I'll be in participating in a gallery show and weekend sale at the Partow Gallery here in LA on January 31st-February 2nd. More details to come!

I've been asked to contribute to Kevin Dart's forthcoming book "Seductive Espionage: The Art of Yuki 7", which is like the biggest compliment ever. There's going to be a show at Gallery Nucleus in July when the book is released, too. I'm really determined to do a super good job on my piece so I've already started sketching stuff and gathering my ideas together.

So yeah, not too shabby a start to the New Year, I don't think.

I'll have some new drawings for you next week. Really!
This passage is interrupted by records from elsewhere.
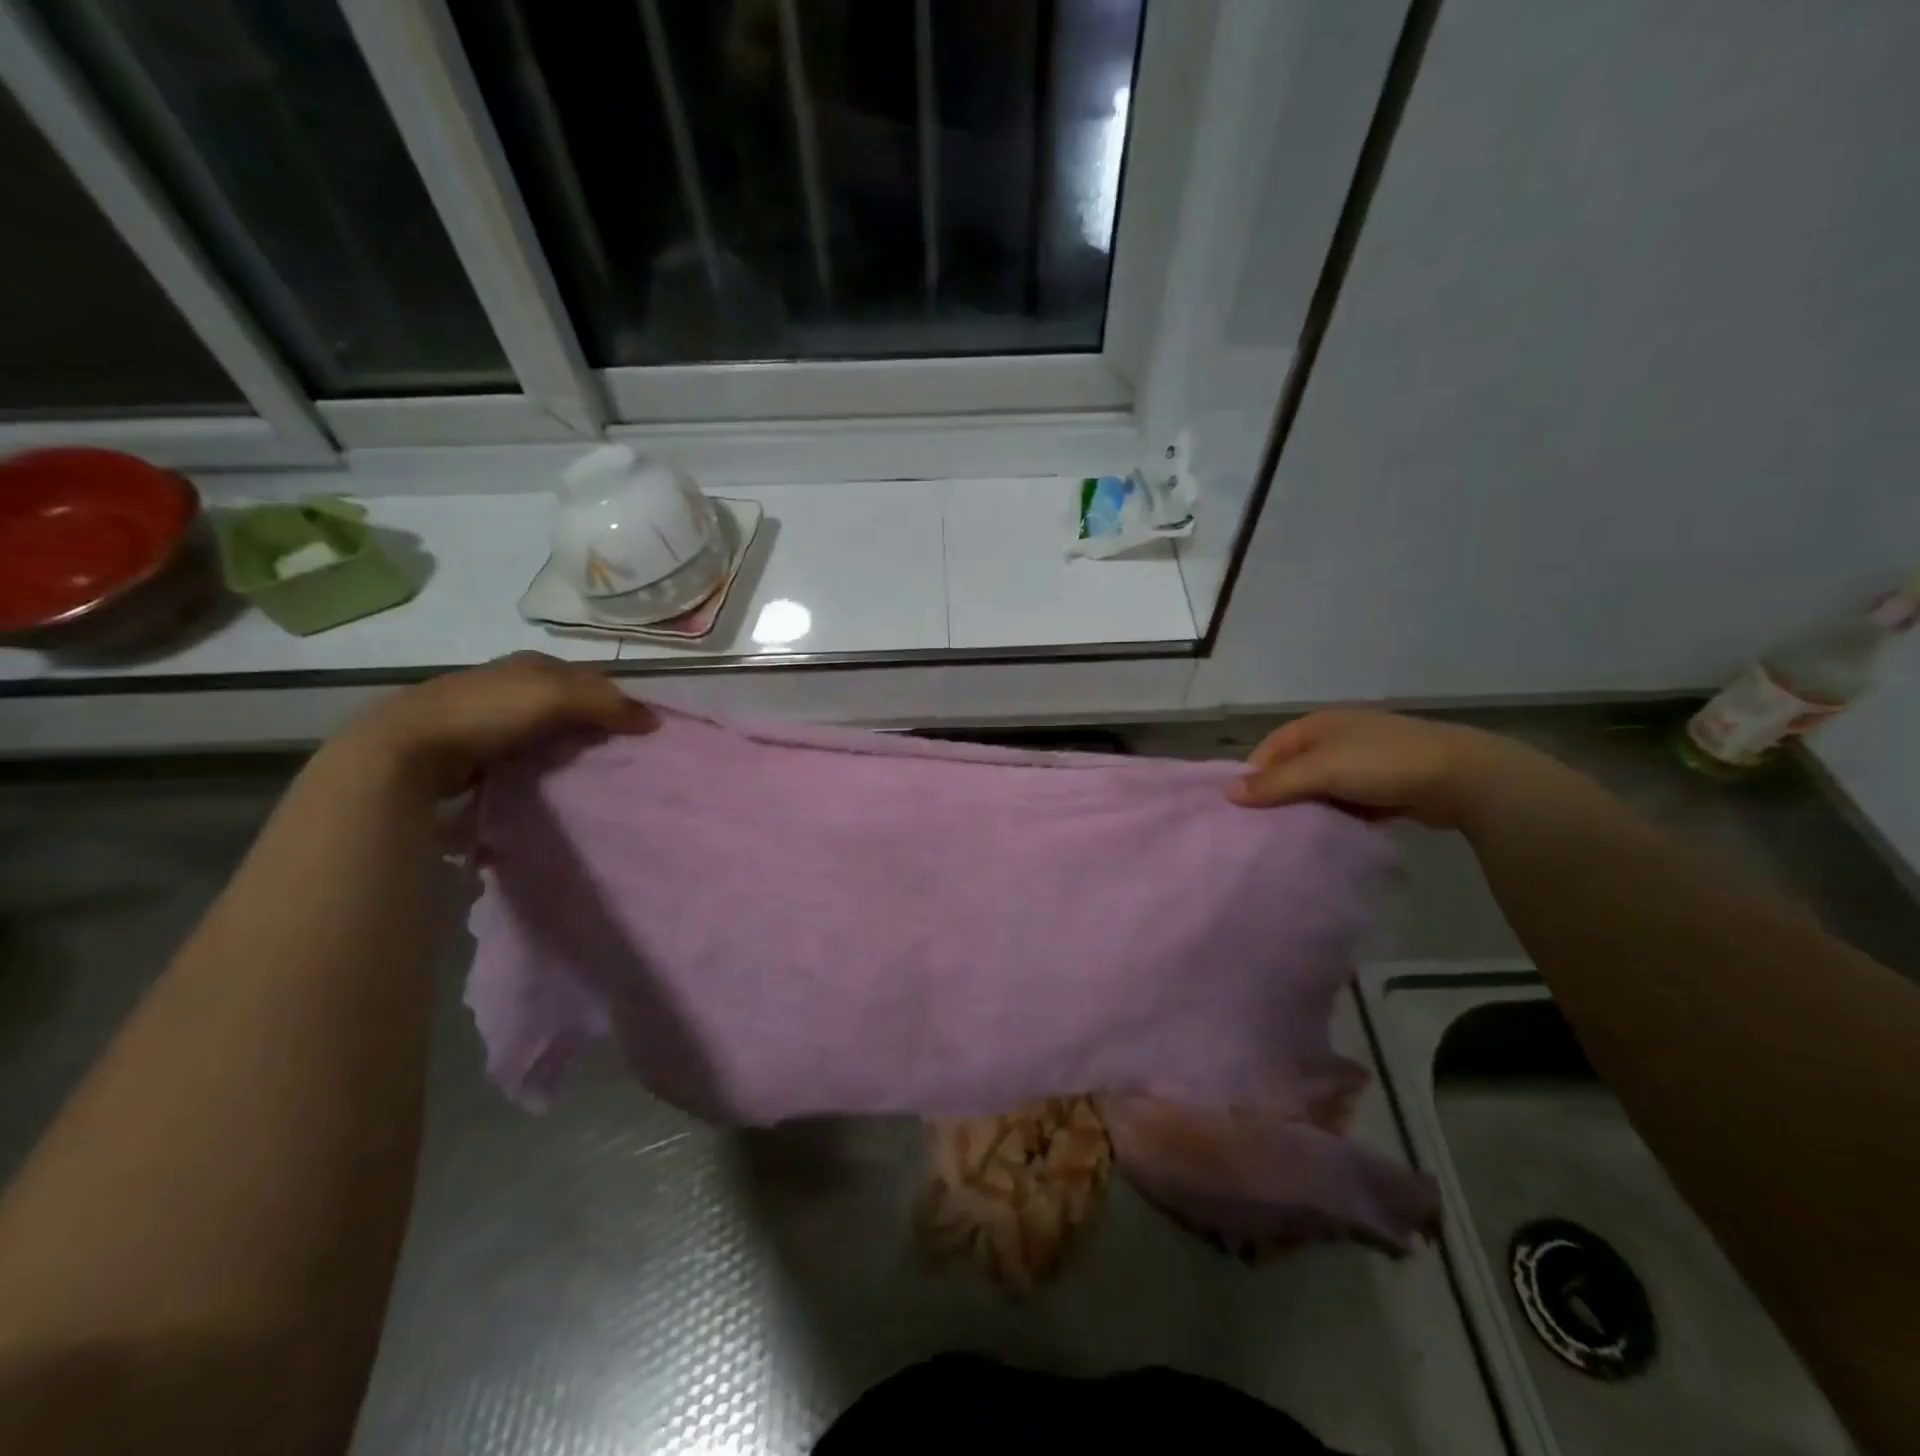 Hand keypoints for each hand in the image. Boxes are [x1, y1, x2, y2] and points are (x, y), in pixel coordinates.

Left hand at [337, 653, 654, 796]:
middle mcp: (510, 683)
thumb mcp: (555, 696)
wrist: (407, 749)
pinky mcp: (472, 749)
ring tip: (591, 771)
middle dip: (592, 721)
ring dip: (567, 745)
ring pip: (545, 728)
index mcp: (531, 664)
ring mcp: (488, 716)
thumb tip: (654, 720)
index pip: (589, 676)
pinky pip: (523, 753)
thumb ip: (605, 704)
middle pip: (567, 701)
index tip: (640, 727)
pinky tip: (551, 780)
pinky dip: (541, 764)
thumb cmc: (486, 711)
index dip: (616, 697)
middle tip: (621, 752)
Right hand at [1225, 709, 1518, 828]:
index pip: (1270, 748)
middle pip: (1294, 768)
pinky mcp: (1386, 783)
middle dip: (1282, 795)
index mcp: (1318, 724)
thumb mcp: (1321, 771)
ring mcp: (1364, 759)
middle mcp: (1338, 736)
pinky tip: (1332, 833)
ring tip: (1297, 834)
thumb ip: (1274, 783)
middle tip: (1267, 827)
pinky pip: (1348, 800)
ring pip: (1322, 786)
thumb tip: (1228, 792)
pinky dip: (1339, 814)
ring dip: (1311, 807)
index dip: (1255, 776)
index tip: (1246, 809)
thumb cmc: (1382, 764)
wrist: (1463, 776)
Wednesday, October 29, 2008

one double wide post this week + ape is coming! + trees

Ok, I was doing really good with two a week, but this week has just been toooooo crazy! So I'm just giving you one large-ish post instead. I've been getting my stuff together for APE and let me tell you something about getting organized: it's HARD, and it takes a LOT of energy. I'm in CalArts-crunchtime mode right now, with a wackadoo sleep schedule and I've been fueled mostly by big cups of tea (with the occasional soy latte for emergencies) and packets of Emergen-C. But enough about me. I know why you come here and it's not for the jibber jabber!
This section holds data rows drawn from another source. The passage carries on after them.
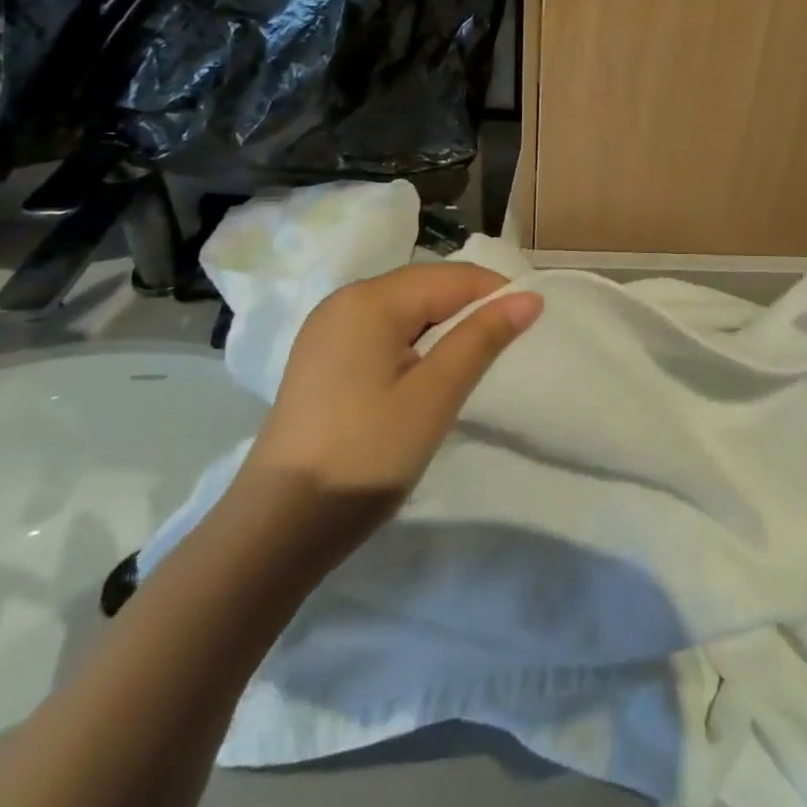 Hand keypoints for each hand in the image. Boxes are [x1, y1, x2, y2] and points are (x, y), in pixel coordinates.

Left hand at [243, 263, 542, 523]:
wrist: (276, 529)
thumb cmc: (366, 455)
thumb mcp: (435, 395)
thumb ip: (482, 338)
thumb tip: (530, 297)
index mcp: (370, 299)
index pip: (453, 277)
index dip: (497, 295)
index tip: (530, 327)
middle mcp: (345, 300)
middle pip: (427, 286)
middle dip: (470, 310)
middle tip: (504, 349)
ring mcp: (328, 329)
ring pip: (406, 308)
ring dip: (444, 328)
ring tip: (470, 364)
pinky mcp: (322, 357)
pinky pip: (382, 331)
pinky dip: (414, 343)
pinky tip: (425, 375) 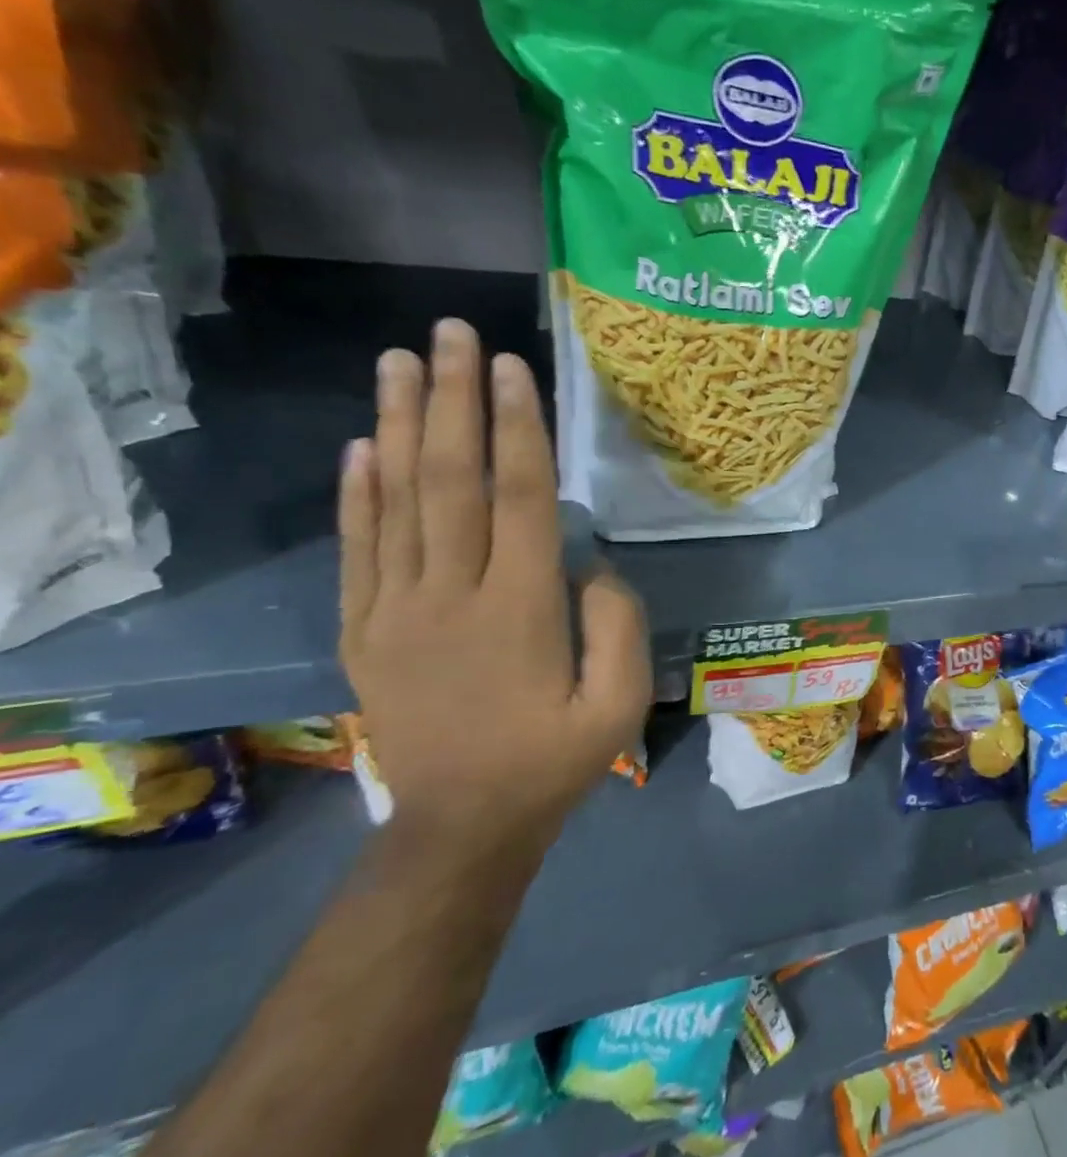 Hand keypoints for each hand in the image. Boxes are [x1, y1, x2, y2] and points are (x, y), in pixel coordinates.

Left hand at [338, 320, 651, 846]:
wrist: (463, 824)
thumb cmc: (556, 758)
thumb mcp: (620, 700)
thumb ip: (617, 622)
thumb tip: (588, 561)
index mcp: (519, 609)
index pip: (518, 496)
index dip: (516, 426)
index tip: (509, 366)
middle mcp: (449, 595)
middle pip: (449, 480)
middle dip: (451, 399)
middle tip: (447, 332)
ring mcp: (394, 611)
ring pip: (395, 500)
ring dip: (399, 424)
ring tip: (398, 362)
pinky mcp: (363, 631)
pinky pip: (357, 548)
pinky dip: (356, 492)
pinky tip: (364, 444)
I made a little series of family tree paintings for these crazy, kitschy frames I found.

First, an awesome frame shaped like a house! I can't take credit for the creation of the frame, but I can take credit for filling it with art.




This frame was really, really hard to photograph. It has a shiny finish on it, but the pic makes it look super glossy, which it's not!
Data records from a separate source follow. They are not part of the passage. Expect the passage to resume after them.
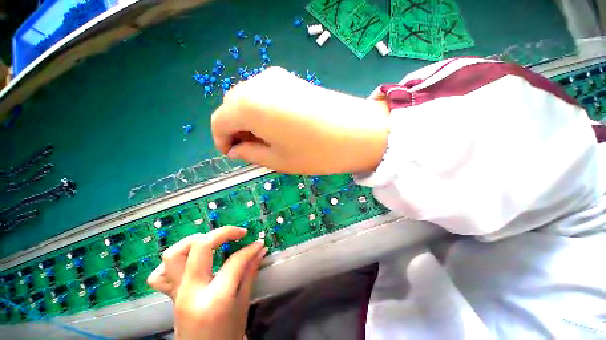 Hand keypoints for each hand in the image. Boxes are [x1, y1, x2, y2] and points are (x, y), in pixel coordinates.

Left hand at [147, 227, 267, 339]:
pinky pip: (160, 274)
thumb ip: (250, 272)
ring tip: (213, 241)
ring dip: (195, 241)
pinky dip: (174, 263)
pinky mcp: (170, 296)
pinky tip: (190, 262)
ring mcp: (177, 294)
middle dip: (223, 233)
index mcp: (215, 299)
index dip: (250, 249)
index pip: (235, 261)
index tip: (259, 243)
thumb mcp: (243, 304)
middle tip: (239, 233)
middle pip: (201, 247)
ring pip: (174, 254)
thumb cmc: (229, 334)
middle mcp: (192, 292)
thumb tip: (260, 249)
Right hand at [211, 67, 389, 174]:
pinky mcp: (292, 79)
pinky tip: (277, 125)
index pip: (219, 121)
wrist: (358, 132)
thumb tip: (235, 149)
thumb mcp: (278, 160)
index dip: (221, 140)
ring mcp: (277, 78)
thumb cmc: (316, 152)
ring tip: (265, 139)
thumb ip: (250, 153)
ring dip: (249, 119)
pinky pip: (265, 94)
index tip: (232, 155)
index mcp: (249, 106)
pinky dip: (262, 111)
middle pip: (232, 106)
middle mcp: (258, 84)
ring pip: (248, 99)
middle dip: (235, 129)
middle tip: (250, 148) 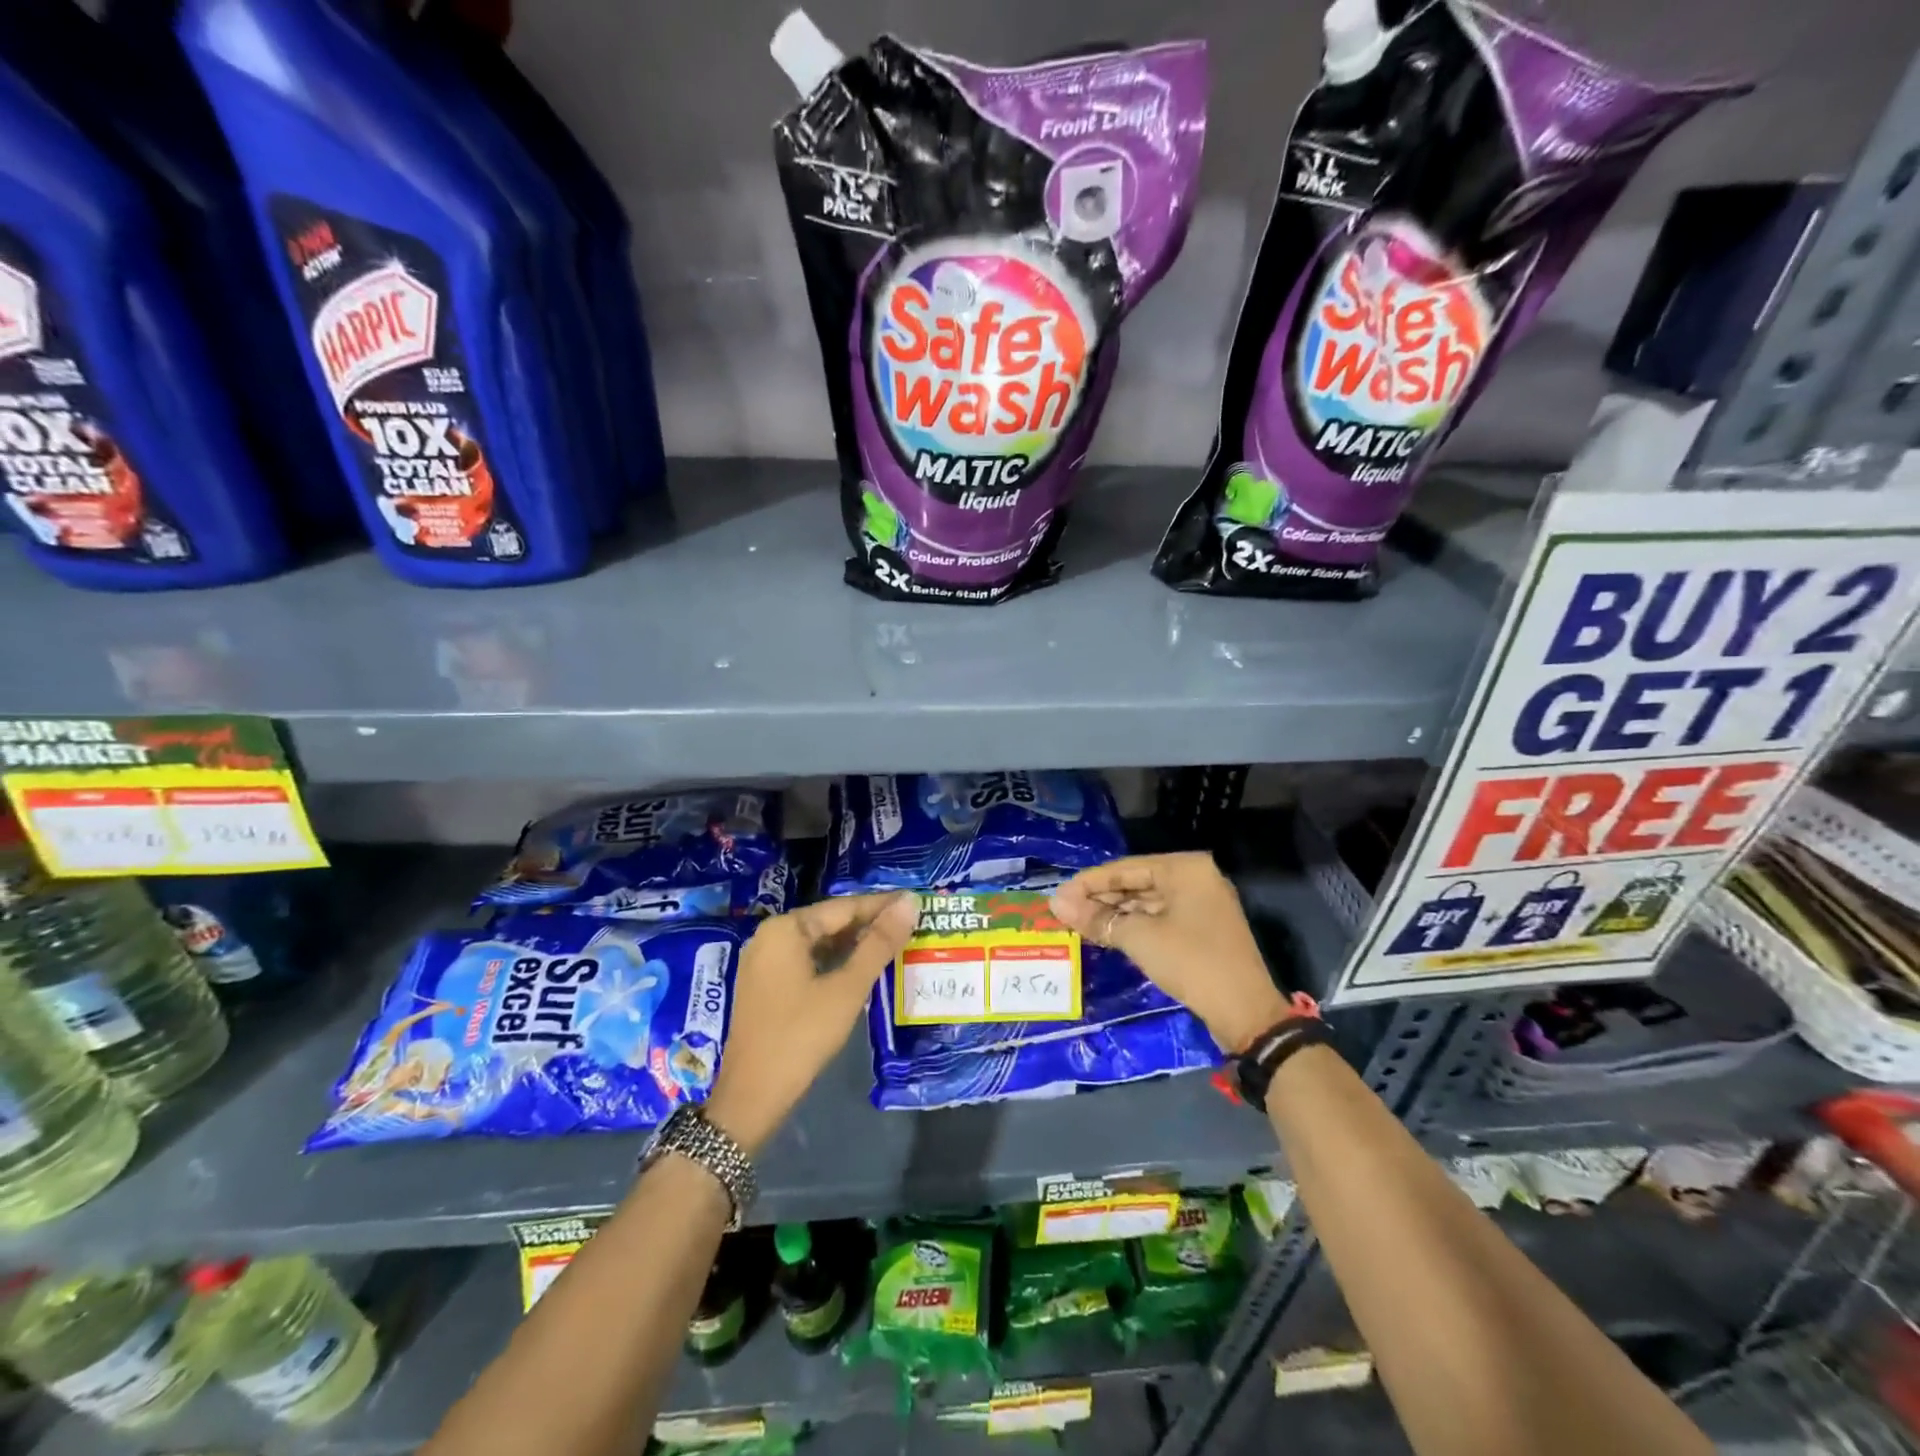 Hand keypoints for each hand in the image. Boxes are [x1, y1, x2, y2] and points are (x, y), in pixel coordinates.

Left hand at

The little paintings are digital, and I printed them out, cut them out, and put them inside of this awesome frame. I've never seen one like it...I wish I could find more. I'd do a whole series.


I got some of these "family tree" frames, too. They were really, really horrible looking when I got them. They're made out of some awful fake pewter stuff, and they looked like something your grandma would have on top of her TV, but not like a cool old school grandma. Like a REAL grandma who likes things that are made from pewter and filled with embarrassing photos.

I turned the first one into a librarian tree, complete with Miss Lib herself, and her owl friend, a fox taking in some new fiction.



These frames are double sided, so on the back I filled the frames with pages cut from an antique book (which, in all respect to books everywhere, was an awful book and kind of deserved to be used as decoration).



Here's the actual little paintings, since they're kinda hard to see in the photograph. Taking good photos is HARD!





This tree is smaller, but it's the runaway hit so far.

On the front: a handsome, 1920's-esque family...




...on the back, cut outs from a vintage National Geographic.





And here are the subjects themselves! Sean said that they seemed to be from New England, and that they instantly implied a story to him. He asked me what the story was, but I leave that up to the viewer. I didn't have a really clear idea of who they were when I made them, I just know that I like them a whole lot.




These, along with quite a few other one of a kind framed prints, are going to be on sale at APE this weekend! If you're going to be there then you should stop by, get your button, and check them out in person. I'm really really reeeeaaaally curious to see what kind of reaction they get...they're kinda artsy, but kinda crafty, but quite character design-y. Oh yeah, and there's more pics of them on my flickr!

So, I've still got some printing to do, but I will take LOTS of pictures on my little San Francisco journey and let you all know how it goes.